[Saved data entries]
# # # # #

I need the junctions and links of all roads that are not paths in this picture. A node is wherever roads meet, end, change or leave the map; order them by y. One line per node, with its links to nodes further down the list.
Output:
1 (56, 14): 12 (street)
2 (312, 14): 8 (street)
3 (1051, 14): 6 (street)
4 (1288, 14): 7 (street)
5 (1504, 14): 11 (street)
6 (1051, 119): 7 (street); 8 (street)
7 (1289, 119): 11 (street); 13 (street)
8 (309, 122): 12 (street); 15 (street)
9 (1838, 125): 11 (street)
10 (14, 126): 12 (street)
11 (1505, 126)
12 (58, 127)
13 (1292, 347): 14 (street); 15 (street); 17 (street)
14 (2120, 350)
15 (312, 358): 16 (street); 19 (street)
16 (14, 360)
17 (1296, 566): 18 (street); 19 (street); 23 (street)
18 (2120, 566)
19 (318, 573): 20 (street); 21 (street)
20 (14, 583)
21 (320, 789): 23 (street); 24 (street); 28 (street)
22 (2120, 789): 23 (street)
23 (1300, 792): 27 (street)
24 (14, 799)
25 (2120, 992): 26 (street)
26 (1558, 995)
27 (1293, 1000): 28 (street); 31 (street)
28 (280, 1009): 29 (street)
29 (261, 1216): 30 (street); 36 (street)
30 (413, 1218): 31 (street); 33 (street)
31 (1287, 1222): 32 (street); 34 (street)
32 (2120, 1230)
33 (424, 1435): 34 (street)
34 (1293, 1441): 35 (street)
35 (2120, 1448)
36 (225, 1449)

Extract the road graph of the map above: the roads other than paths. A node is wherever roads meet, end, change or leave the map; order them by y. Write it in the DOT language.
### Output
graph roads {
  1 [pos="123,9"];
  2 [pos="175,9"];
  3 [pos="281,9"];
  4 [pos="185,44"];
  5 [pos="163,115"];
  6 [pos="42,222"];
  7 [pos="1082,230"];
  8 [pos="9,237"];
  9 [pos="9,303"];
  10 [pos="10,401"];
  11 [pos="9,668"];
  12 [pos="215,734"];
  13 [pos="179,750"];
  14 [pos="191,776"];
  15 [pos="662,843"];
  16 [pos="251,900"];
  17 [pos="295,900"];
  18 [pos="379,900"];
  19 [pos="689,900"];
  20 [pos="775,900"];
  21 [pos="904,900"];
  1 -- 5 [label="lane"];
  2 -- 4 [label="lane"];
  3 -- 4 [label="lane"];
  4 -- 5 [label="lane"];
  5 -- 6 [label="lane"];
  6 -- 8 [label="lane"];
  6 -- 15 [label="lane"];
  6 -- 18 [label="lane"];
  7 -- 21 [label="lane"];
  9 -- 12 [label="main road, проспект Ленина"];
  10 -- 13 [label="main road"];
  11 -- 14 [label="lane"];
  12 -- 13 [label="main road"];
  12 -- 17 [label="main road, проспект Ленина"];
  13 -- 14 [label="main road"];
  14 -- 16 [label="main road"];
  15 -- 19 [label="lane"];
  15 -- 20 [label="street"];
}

# # # # #

» **WHAT IS EXPECTED**
Using the records above, copy every line that has the word "проспект" in it.

» **SOLUTION FOR THIS PROBLEM**
  9 -- 12 [label="main road, проспект Ленина"];
  12 -- 17 [label="main road, проспект Ленина"];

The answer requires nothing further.